- Born: August 11, 1823 Adamstown, Pitcairn Islands
- Died: September 26, 1893 (aged 70)
- Title: Magistrate of the Pitcairn Islands
- Term: 1849–1849
- Predecessor: George Adams
- Successor: Arthur Quintal II
- Spouse: Mary Buffett Christian-Young
- Children: 13
- Parent(s): George Young Hannah Adams Young

= Simon Young (magistrate) =

Pitcairn Islands politician (1823–1893)

Simon Young (11 August 1823 – 26 September 1893) served as Magistrate of the British colony of the Pitcairn Islands in 1849.

Young was the son of George Young, who in turn was the son of Bounty mutineer Ned Young. His mother was Hannah Adams, a daughter of John Adams. Young married Mary Buffett Christian.

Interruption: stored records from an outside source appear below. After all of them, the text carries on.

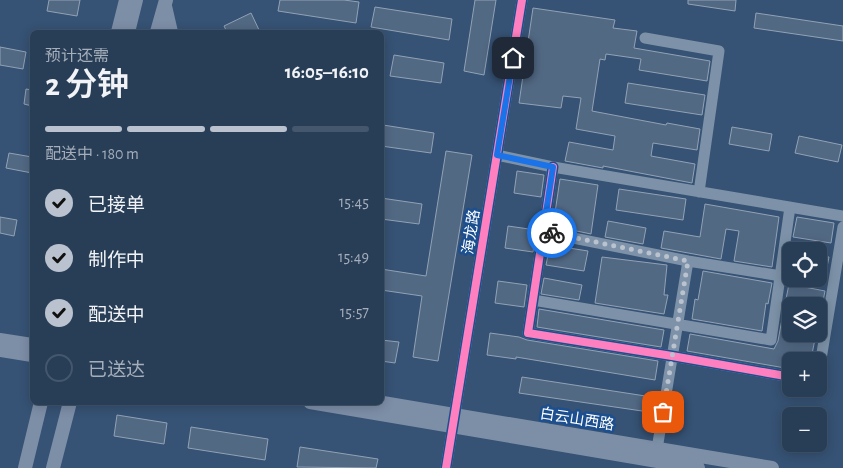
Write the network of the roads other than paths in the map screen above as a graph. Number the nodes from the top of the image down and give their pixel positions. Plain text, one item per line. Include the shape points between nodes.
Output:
1 (126, 0) edge
2 (136, 0) edge
3 (522, 0) edge
4 (166, 2) edge
5 (118, 30) edge
6 (128, 30) edge
7 (159, 30) edge
8 (171, 30) edge
9 (645, 38) dead end
10 (497, 155) junction
11 (553, 167) junction
12 (699, 192) junction
13 (790, 207) junction
14 (843, 216) edge
15 (843, 227) edge
16 (543, 232) junction
17 (688, 261) junction
18 (781, 276) junction
19 (533, 300) junction
20 (678, 323) junction
21 (0, 340) edge
22 (30, 345) edge
23 (0, 350) edge
24 (822, 352) edge
25 (30, 355) edge
26 (672, 356) junction
27 (782, 375) edge
28 (384, 404) edge
29 (40, 405) edge
30 (69, 405) edge
31 (333, 405) edge
32 (454, 421) junction
33 (32, 436) junction
34 (657, 449) junction
35 (15, 468) edge
36 (25, 468) edge
37 (53, 468) edge
38 (446, 468) edge
39 (698, 468) edge
40 (772, 468) edge

1 - 5 main road
2 - 6 main road
3 - 10 street, 海龙路
4 - 7 main road
4 - 8 main road
9 - 12 street via 719,51
10 - 11 street
10 - 32 street, 海龙路
11 - 12 street
11 - 16 street
12 - 13 street
13 - 14 street
13 - 18 street
15 - 24 street
16 - 17 street
16 - 19 street
17 - 18 street
17 - 20 street
18 - 20 street via 771,340
19 - 20 street
19 - 26 street via 528,333
20 - 26 street
21 - 22 main road
23 - 25 main road
26 - 27 street
26 - 34 street
28 - 32 main road, 白云山西路
29 - 33 main road
30 - 37 main road
31 - 32 main road, 白云山西路
32 - 34 main road, 白云山西路
32 - 38 street, 海龙路
32 - 39 main road, 白云山西路
33 - 35 main road via 18,456
33 - 36 main road
34 - 40 main road, 白云山西路

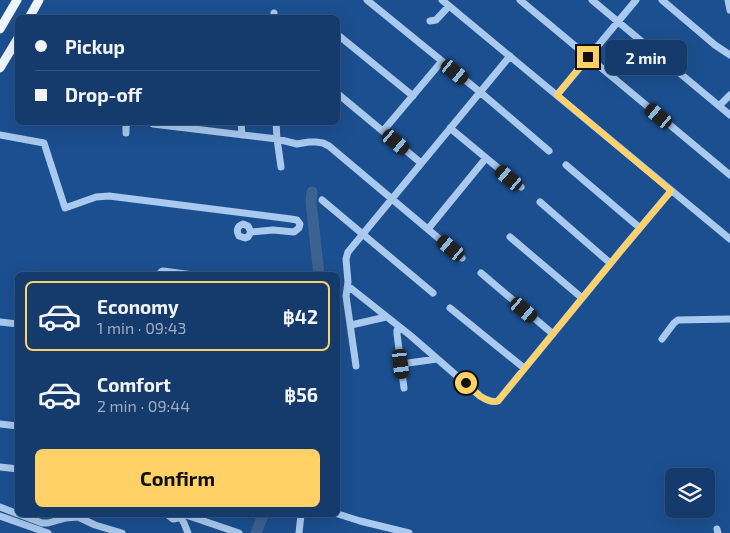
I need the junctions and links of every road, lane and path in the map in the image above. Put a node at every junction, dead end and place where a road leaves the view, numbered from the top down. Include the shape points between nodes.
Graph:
1 (17, 0) edge
2 (39, 0) edge
3 (367, 0) edge
4 (442, 0) edge
5 (520, 0) edge
6 (592, 0) edge
7 (636, 0) edge
8 (662, 0) edge
9 (728, 0) edge
10 (449, 6) junction
11 (730, 10) edge
12 (31, 15) edge
13 (480, 20) dead end
14 (430, 21) dead end
15 (617, 22) junction
16 (474, 27) junction
17 (0, 29) edge
18 (340, 36) edge
19 (15, 43) edge
20 (730, 55) edge
21 (510, 56) junction
22 (588, 57) junction
23 (442, 61) junction
24 (0, 68) edge
25 (480, 92) junction
26 (557, 95) junction
27 (730, 95) edge
28 (340, 96) edge
29 (413, 96) junction
30 (719, 106) junction
31 (730, 115) edge
32 (127, 125) edge
33 (185, 125) edge
34 (240, 125) edge
35 (276, 125) edge
36 (201, 126) edge
37 (450, 128) junction
38 (383, 131) junction
39 (126, 133) dead end
40 (0, 135) edge
41 (242, 135) junction
42 (276, 139) junction
43 (549, 151) dead end
44 (486, 158) junction
45 (421, 163) junction
46 (566, 165) dead end
47 (282, 167) dead end
48 (730, 175) edge
49 (521, 187) dead end
50 (671, 191) junction
51 (391, 199) junction
52 (322, 200) dead end
53 (540, 202) dead end
54 (640, 228) junction
55 (428, 229) junction
56 (250, 232) dead end
57 (362, 234) junction
58 (510, 237) dead end
59 (730, 239) edge
60 (462, 258) dead end
61 (610, 263) junction
62 (482, 273) dead end
63 (348, 286) junction
64 (433, 293) dead end
65 (582, 298) junction
66 (450, 308) dead end
67 (386, 317) junction
68 (730, 319) edge
69 (0, 322) edge
70 (15, 324) edge
71 (351, 325) junction
72 (399, 327) junction
73 (553, 334) junction
74 (662, 339) dead end
75 (437, 359) junction
76 (401, 364) junction
77 (356, 366) dead end
78 (524, 368) junction
79 (404, 388) dead end
80 (0, 424) edge
81 (15, 426) edge
82 (0, 467) edge
83 (15, 469) edge
84 (0, 507) edge
85 (15, 513) edge
86 (340, 515) edge
87 (0, 516) edge
88 (27, 517) edge
89 (78, 517) edge
90 (78, 517) edge
91 (182, 517) edge
92 (188, 517) edge
93 (301, 517) edge
94 (48, 533) edge
95 (122, 533) edge
96 (188, 533) edge
97 (239, 533) edge
98 (299, 533) edge
99 (409, 533) edge

1 - 17 main road
2 - 12 main road
3 - 23 street
4 - 10 street
5 - 22 street
6 - 15 street
7 - 15 street
8 - 20 street
9 - 11 street
10 - 14 street via 436,20
10 - 16 street
13 - 16 street
15 - 22 street
15 - 30 street
16 - 21 street
18 - 29 street
19 - 24 main road
21 - 25 street
21 - 26 street
22 - 26 street
22 - 48 street
23 - 25 street
23 - 29 street
25 - 37 street
25 - 43 street
26 - 50 street
27 - 30 street
28 - 38 street
29 - 38 street
30 - 31 street
32 - 39 street
33 - 36 street
34 - 41 street
35 - 42 street
36 - 41 street
37 - 44 street
37 - 45 street
38 - 45 street
40 - 56 street via 44,144 64,208 109,196 291,219 300,224 294,232
41 - 42 street
42 - 47 street
42 - 51 street via 329,146
44 - 49 street
44 - 55 street
45 - 51 street
46 - 54 street
50 - 54 street
50 - 59 street
51 - 55 street
51 - 57 street
52 - 57 street
53 - 61 street
54 - 61 street
55 - 60 street
57 - 63 street via 347,255
57 - 64 street
58 - 65 street
61 - 65 street
62 - 73 street
63 - 67 street
63 - 71 street via 346,296
65 - 73 street
66 - 78 street
67 - 71 street
67 - 72 street
68 - 74 street via 678,320
69 - 70 street
71 - 77 street
72 - 75 street
72 - 76 street
73 - 78 street
75 - 76 street
75 - 78 street via 480,396 493,402 498,401
76 - 79 street
80 - 81 street
82 - 83 street
84 - 85 street
86 - 99 street
87 - 94 street
88 - 89 street via 42,523
90 - 95 street
91 - 96 street
92 - 97 street
93 - 98 street

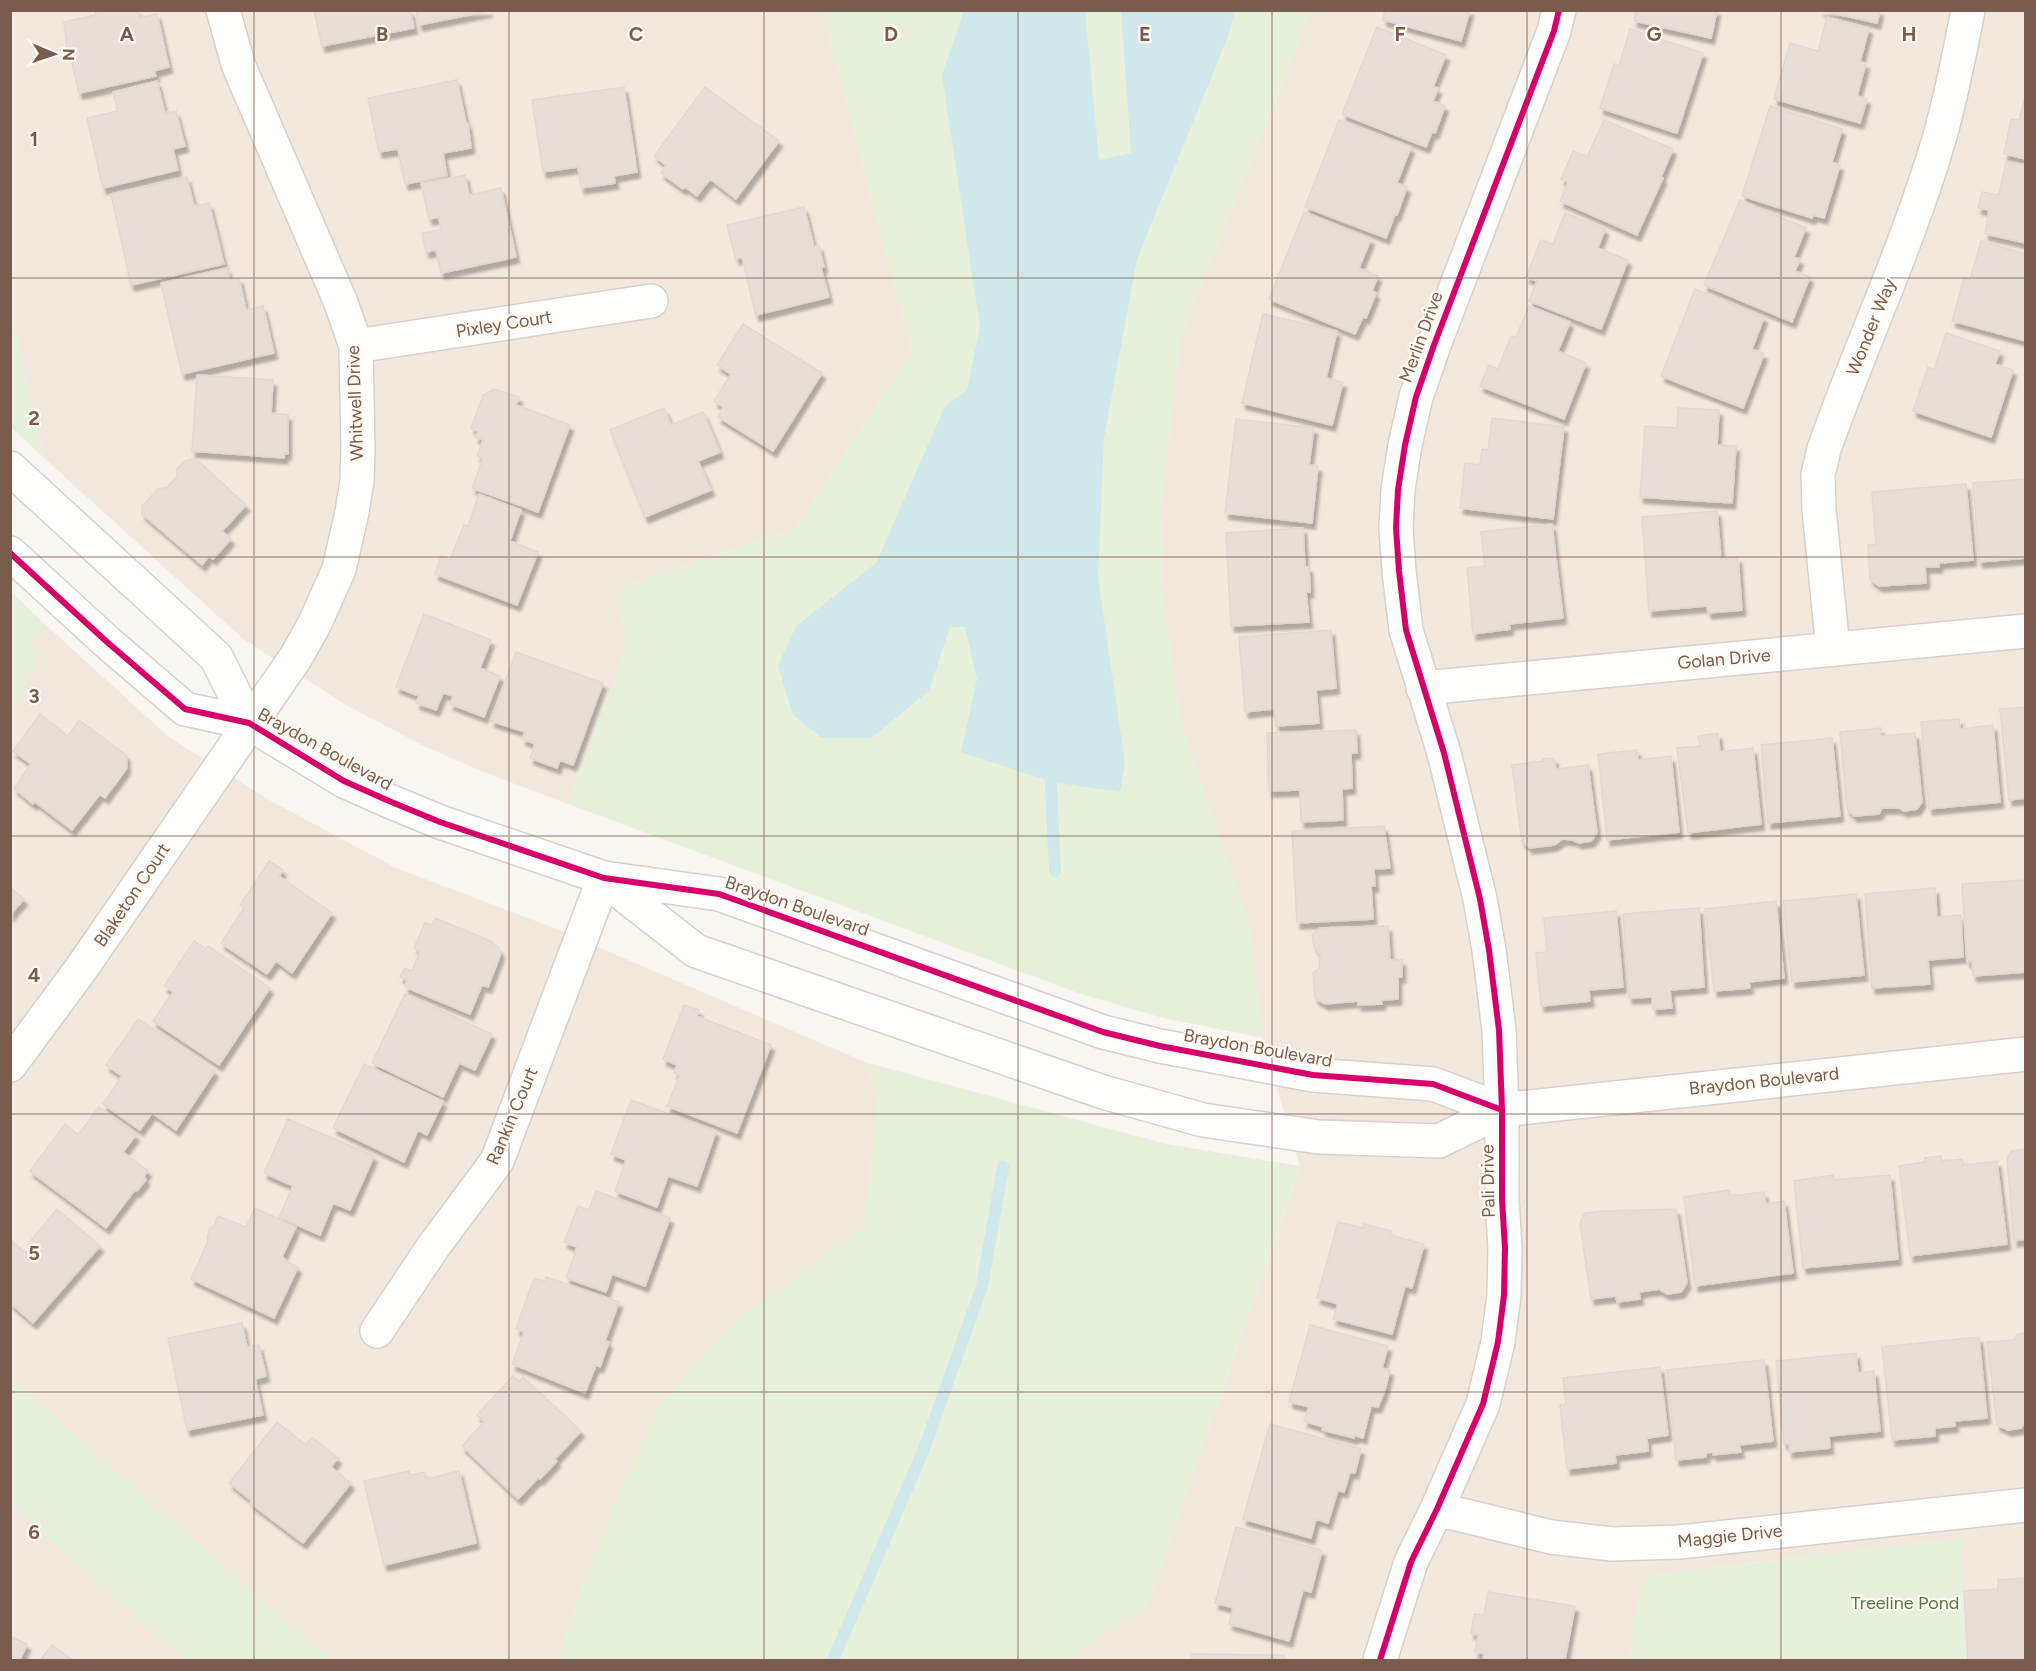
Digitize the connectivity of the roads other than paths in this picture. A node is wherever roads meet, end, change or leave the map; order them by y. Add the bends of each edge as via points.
1 (223, 10) edge
2 (1559, 10) edge
3 (1968, 10) edge
4 (651, 301) dead end
5 (356, 346) junction
6 (10, 468) edge
7 (10, 553) edge
8 (2025, 631) edge
9 (1833, 649) junction
10 (1423, 688) junction
11 (249, 723) junction
12 (604, 879) junction
13 (2025, 1054) edge
14 (10, 1065) edge
15 (1502, 1110) junction
16 (377, 1331) dead end
17 (2025, 1505) edge
18 (1437, 1509) junction
19 (1380, 1660) edge

1 - 5 street, Whitwell Drive via 238,64
2 - 10 street, Merlin Drive via 1434,345 1405,445 1397,509 1399,571 1406,630
3 - 9 street, Wonder Way via 1933,160 1836,416 1818,475
4 - 5 street, Pixley Court
5 - 11 street, Whitwell Drive via 357,482 339,569 296,657
6 - 11 street, Braydon Boulevard via 216,657
7 - 11 street, Braydon Boulevard via 185,709
8 - 9 street, Golan Drive
9 - 10 street, Golan Drive
10 - 15 street, Pali Drive via 1444,753 1480,899 1499,1030
11 - 12 street, Braydon Boulevard via 344,781 389,801
11 - 14 street, Blaketon Court via 81,969
12 - 15 street, Braydon Boulevard via 719,894 1103,1032 1312,1075 1433,1084
12 - 15 street, Braydon Boulevard via 696,951 1103,1092 1203,1120 1319,1137 1439,1142
12 - 16 street, Rankin Court via 497,1161
13 - 15 street, Braydon Boulevard
15 - 18 street, Pali Drive via 1505,1248 1498,1342 1483,1404
17 - 18 street, Maggie Drive via 1679,1542 1612,1544 1551,1537
18 - 19 street, Pali Drive via 1411,1562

His father-in-law John Buffett had arrived on the island in 1823 (the year Young was born) as a schoolteacher, and had stayed to help Adams teach the islands many children. Young himself was a schoolteacher by trade. He spent several years on Norfolk Island but returned to Pitcairn in 1864.

Young's marriage produced 13 children, including two future Magistrates, Benjamin Stanley Young, William Alfred Young and Arthur Herbert Young, and the historian Rosalind Amelia Young.